(Beginning of Exercise materials)

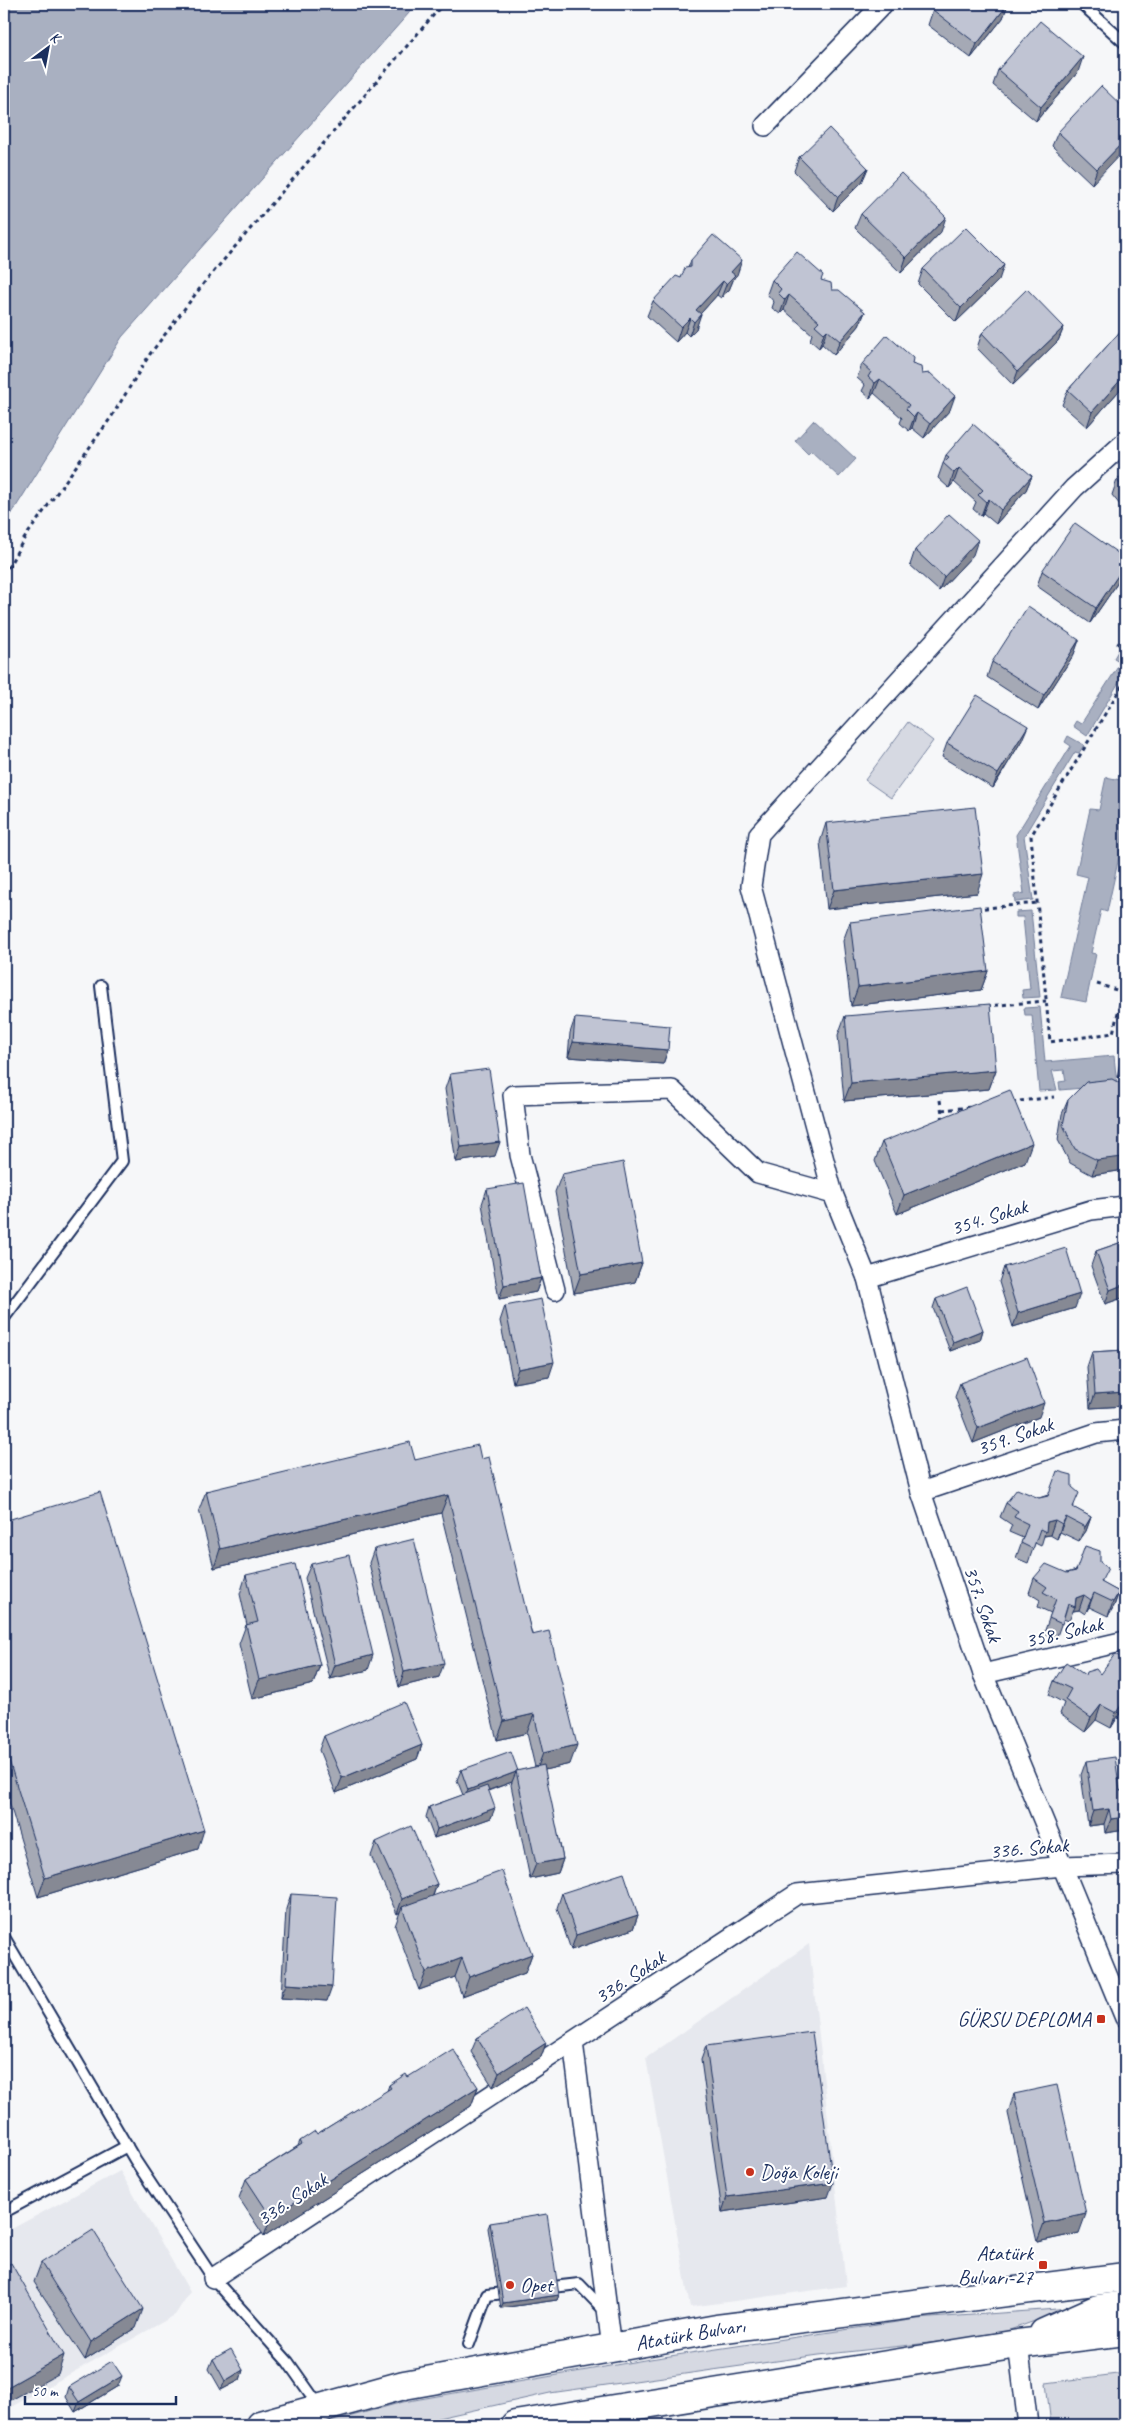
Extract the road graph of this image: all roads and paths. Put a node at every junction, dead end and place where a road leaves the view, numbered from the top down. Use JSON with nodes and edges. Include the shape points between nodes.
{"nodes":[{"id":1,"x":443,"y":4,"type":"edge"},
{"id":2,"x":883,"y":4,"type":"edge"},
{"id":3,"x":1082,"y":4,"type":"edge"},
{"id":4,"x":1125,"y":43,"type":"edge"},
{"id":5,"x":764,"y":126,"type":"dead end"},
{"id":6,"x":1125,"y":442,"type":"edge"},
{"id":7,"x":4,"y":574,"type":"edge"},
{"id":8,"x":1117,"y":643,"type":"dead end"},
{"id":9,"x":1125,"y":648,"type":"edge"},
{"id":10,"x":1125,"y":681,"type":"edge"},
{"id":11,"x":1037,"y":903,"type":"junction"},
{"id":12,"x":971,"y":910,"type":"edge"},
{"id":13,"x":1097,"y":984,"type":"dead end"},
{"id":14,"x":101,"y":986,"type":"dead end"},
{"id":15,"x":1046,"y":1002,"type":"junction"},
{"id":16,"x":982,"y":1007,"type":"edge"},
{"id":17,"x":1054,"y":1098,"type":"dead end"},
{"id":18,"x":940,"y":1100,"type":"dead end"},
{"id":19,"x":1007,"y":1103,"type":"edge"},
{"id":20,"x":979,"y":1106,"type":"edge"},
{"id":21,"x":942,"y":1110,"type":"junction"},
{"id":22,"x":943,"y":1123,"type":"edge"},
{"id":23,"x":833,"y":1194,"type":"junction"},
{"id":24,"x":1125,"y":1206,"type":"edge"},
{"id":25,"x":867,"y":1278,"type":"junction"},
{"id":26,"x":555,"y":1290,"type":"dead end"},
{"id":27,"x":4,"y":1318,"type":"edge"},
{"id":28,"x":1125,"y":1430,"type":"edge"},
{"id":29,"x":921,"y":1492,"type":"junction"},
{"id":30,"x":1125,"y":1641,"type":"edge"},
{"id":31,"x":983,"y":1674,"type":"junction"},
{"id":32,"x":1125,"y":1864,"type":"edge"},
{"id":33,"x":1062,"y":1866,"type":"junction"},
{"id":34,"x":4,"y":1938,"type":"edge"},
{"id":35,"x":1125,"y":2018,"type":"edge"},
{"id":36,"x":573,"y":2042,"type":"junction"},
{"id":37,"x":127,"y":2146,"type":"junction"},
{"id":38,"x":4,"y":2212,"type":"edge"},
{"id":39,"x":213,"y":2278,"type":"junction"},
{"id":40,"x":1125,"y":2278,"type":"edge"},
{"id":41,"x":1125,"y":2305,"type":"edge"},
{"id":42,"x":607,"y":2314,"type":"junction"},
{"id":43,"x":1125,"y":2331,"type":"edge"},
{"id":44,"x":468,"y":2344,"type":"dead end"},
{"id":45,"x":1018,"y":2344,"type":"junction"},
{"id":46,"x":612,"y":2348,"type":"junction"},
{"id":47,"x":319,"y":2407,"type":"junction"},
{"id":48,"x":260,"y":2425,"type":"edge"},
{"id":49,"x":518,"y":2425,"type":"edge"},
{"id":50,"x":1028,"y":2425,"type":"edge"}],
"edges":[{"from":1,"to":7,"type":"path","via":[[204,283],[150,354],[112,416],[24,539]]},
{"from":2,"to":5,"type":"street"},
{"from":3,"to":4,"type":"lane"},
{"from":6,"to":23,"type":"street","name":"357. Sokak","via":[[1074,488],[759,834],[751,886]]},
{"from":8,"to":9,"type":"path"},
{"from":10,"to":11,"type":"path","via":[[1031,836]]},
{"from":11,"to":12,"type":"path"},
{"from":11,"to":15,"type":"path"},
{"from":13,"to":15,"type":"path","via":[[1123,992],[1112,1033],[1050,1042]]},
{"from":14,"to":27,"type":"lane","via":[[122,1161]]},
{"from":15,"to":16,"type":"path"},
{"from":17,"to":19,"type":"path"},
{"from":18,"to":21,"type":"path"},
{"from":20,"to":21,"type":"path"},
{"from":21,"to":22,"type":"path"},
{"from":23,"to":25,"type":"street","name":"357. Sokak"},
{"from":23,"to":26,"type":"street","via":[[758,1173],[672,1090],[513,1095],[520,1155]]},
{"from":24,"to":25,"type":"street","name":"354. Sokak","via":[[1091,1210]]},
{"from":25,"to":29,"type":"street","name":"357. Sokak"},
{"from":28,"to":29,"type":"street","name":"359. Sokak","via":[[1096,1433]]},
{"from":29,"to":31,"type":"street","name":"357. Sokak"},
{"from":30,"to":31,"type":"street","name":"358. Sokak"},
{"from":31,"to":33,"type":"street","name":"357. Sokak"},
{"from":32,"to":33,"type":"street","name":"336. Sokak"},
{"from":33,"to":35,"type":"street","name":"357. Sokak"},
{"from":33,"to":36,"type":"street","name":"336. Sokak","via":[[797,1894]]},
{"from":34,"to":37,"type":"lane"},
{"from":36,"to":39,"type":"street","name":"336. Sokak"},
{"from":36,"to":42,"type":"street"},
{"from":37,"to":38,"type":"lane"},
{"from":37,"to":39,"type":"lane"},
{"from":39,"to":47,"type":"lane","via":[[288,2362]]},
{"from":40,"to":46,"type":"main road","name":"Atatürk Bulvarı","via":[[717,2329]]},
{"from":41,"to":45,"type":"main road","via":[[1098,2309]]},
{"from":42,"to":44,"type":"lane","via":[[579,2284],[487,2295]]},
{"from":42,"to":46,"type":"street"},
{"from":43,"to":45,"type":"main road"},
{"from":45,"to":49,"type":"main road"},
{"from":45,"to":50,"type":"street"},
{"from":46,"to":47,"type":"main road","name":"Atatürk Bulvarı","via":[[404,2385]]},
{"from":47,"to":48,"type":"main road","name":"Atatürk Bulvarı"}]}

(End of Exercise materials)

Keep every word of the data as it is when you write it out, but drop the pictures.

* _Answer below_:
Extract the road graph of this image: all roads and paths. Put a node at every junction, dead end and place where a road leaves the view, numbered from the top down. Use JSON with nodes and edges. Include the shape points between nodes.
{"nodes":[{"id":1,"x":443,"y":4,"type":"edge"},
{"id":2,"x":883,"y":4,"type":"edge"},
{"id":3,"x":1082,"y":4,"type":"edge"},
{"id":4,"x":1125,"y":43,"type":"edge"},
{"id":5,"x":764,"y":126,"type":"dead end"},
{"id":6,"x":1125,"y":442,"type":"edge"},
{"id":7,"x":4,"y":574,"type":"edge"},
{"id":8,"x":1117,"y":643,"type":"dead end"},
{"id":9,"x":1125,"y":648,"type":"edge"},
{"id":10,"x":1125,"y":681,"type":"edge"},
{"id":11,"x":1037,"y":903,"type":"junction"},
{"id":12,"x":971,"y":910,"type":"edge"},
{"id":13,"x":1097,"y":984,"type":"dead end"},
{"id":14,"x":101,"y":986,"type":"dead end"},
{"id":15,"x":1046,"y":1002,"type":"junction"},
{"id":16,"x":982,"y":1007,"type":"edge"},
{"id":17,"x":1054,"y":1098,"type":"dead end"},
{"id":18,"x":940,"y":1100,"type":"dead end"},
{"id":19,"x":1007,"y":1103,"type":"edge"},
{"id":20,"x":979,"y":1106,"type":"edge"},
{"id":21,"x":942,"y":1110,"type":"junction"},
{"id":22,"x":943,"y":1123,"type":"edge"},
{"id":23,"x":833,"y":1194,"type":"junction"},
{"id":24,"x":1125,"y":1206,"type":"edge"},
{"id":25,"x":867,"y":1278,"type":"junction"},
{"id":26,"x":555,"y":1290,"type":"dead end"},
{"id":27,"x":4,"y":1318,"type":"edge"},
{"id":28,"x":1125,"y":1430,"type":"edge"},
{"id":29,"x":921,"y":1492,"type":"junction"},
{"id":30,"x":1125,"y":1641,"type":"edge"},
{"id":31,"x":983,"y":1674,"type":"junction"},
{"id":32,"x":1125,"y":1864,"type":"edge"},
{"id":33,"x":1062,"y":1866,"type":"junction"},
{"id":34,"x":4,"y":1938,"type":"edge"},
{"id":35,"x":1125,"y":2018,"type":"edge"},
{"id":36,"x":573,"y":2042,"type":"junction"},
{"id":37,"x":127,"y":2146,"type":"junction"},
{"id":38,"x":4,"y":2212,"type":"edge"},
{"id":39,"x":213,"y":2278,"type":"junction"},
{"id":40,"x":1125,"y":2278,"type":"edge"},
{"id":41,"x":1125,"y":2305,"type":"edge"},
{"id":42,"x":607,"y":2314,"type":"junction"},
{"id":43,"x":1125,"y":2331,"type":"edge"},
{"id":44,"x":468,"y":2344,"type":"dead end"},
{"id":45,"x":1018,"y":2344,"type":"junction"},
{"id":46,"x":612,"y":2348,"type":"junction"},
{"id":47,"x":319,"y":2407,"type":"junction"},
{"id":48,"x":260,"y":2425,"type":"edge"},
{"id":49,"x":518,"y":2425,"type":"edge"},
{"id":50,"x":1028,"y":2425,"type":"edge"}],
"edges":[{"from":1,"to":7,"type":"path","via":[[204,283],[150,354],[112,416],[24,539]]},
{"from":2,"to":5,"type":"street"},
{"from":3,"to":4,"type":"lane"},
{"from":6,"to":23,"type":"street","name":"357. Sokak","via":[[1074,488],[759,834],[751,886]]},
{"from":8,"to":9,"type":"path"},
{"from":10,"to":11,"type":"path","via":[[1031,836]]},
{"from":11,"to":12,"type":"path"},
{"from":11,"to":15,"type":"path"},
{"from":13,"to":15,"type":"path","via":[[1123,992],[1112,1033],[1050,1042]]},
{"from":14,"to":27,"type":"lane","via":[[122,1161]]},
{"from":15,"to":16,"type":"path"},
{"from":17,"to":19,"type":"path"},
{"from":18,"to":21,"type":"path"},
{"from":20,"to":21,"type":"path"},
{"from":21,"to":22,"type":"path"},
{"from":23,"to":25,"type":"street","name":"357. Sokak"},
{"from":23,"to":26,"type":"street","via":[[758,1173],[672,1090],[513,1095],[520,1155]]},
{"from":24,"to":25,"type":"street","name":"354. Sokak","via":[[1091,1210]]},
{"from":25,"to":29,"type":"street","name":"357. Sokak"},
{"from":28,"to":29,"type":"street","name":"359. Sokak","via":[[1096,1433]]},
{"from":29,"to":31,"type":"street","name":"357. Sokak"},
{"from":30,"to":31,"type":"street","name":"358. Sokak"},
{"from":31,"to":33,"type":"street","name":"357. Sokak"},
{"from":32,"to":33,"type":"street","name":"336. Sokak"},
{"from":33,"to":35,"type":"street","name":"357. Sokak"},
{"from":33,"to":36,"type":"street","name":"336. Sokak","via":[[797,1894]]},
{"from":34,"to":37,"type":"lane"},
{"from":36,"to":39,"type":"street","name":"336. Sokak"},
{"from":36,"to":42,"type":"street"},
{"from":37,"to":38,"type":"lane"},
{"from":37,"to":39,"type":"lane"},
{"from":39,"to":47,"type":"lane","via":[[288,2362]]},
{"from":40,"to":46,"type":"main road","name":"Atatürk Bulvarı","via":[[717,2329]]},
{"from":41,"to":45,"type":"main road","via":[[1098,2309]]},
{"from":42,"to":44,"type":"lane","via":[[579,2284],[487,2295]]},
{"from":42,"to":46,"type":"street"},
{"from":43,"to":45,"type":"main road"},
{"from":45,"to":49,"type":"main road"},
{"from":45,"to":50,"type":"street"},
{"from":46,"to":47,"type":"main road","name":"Atatürk Bulvarı","via":[[404,2385]]},
{"from":47,"to":48,"type":"main road","name":"Atatürk Bulvarı"}]}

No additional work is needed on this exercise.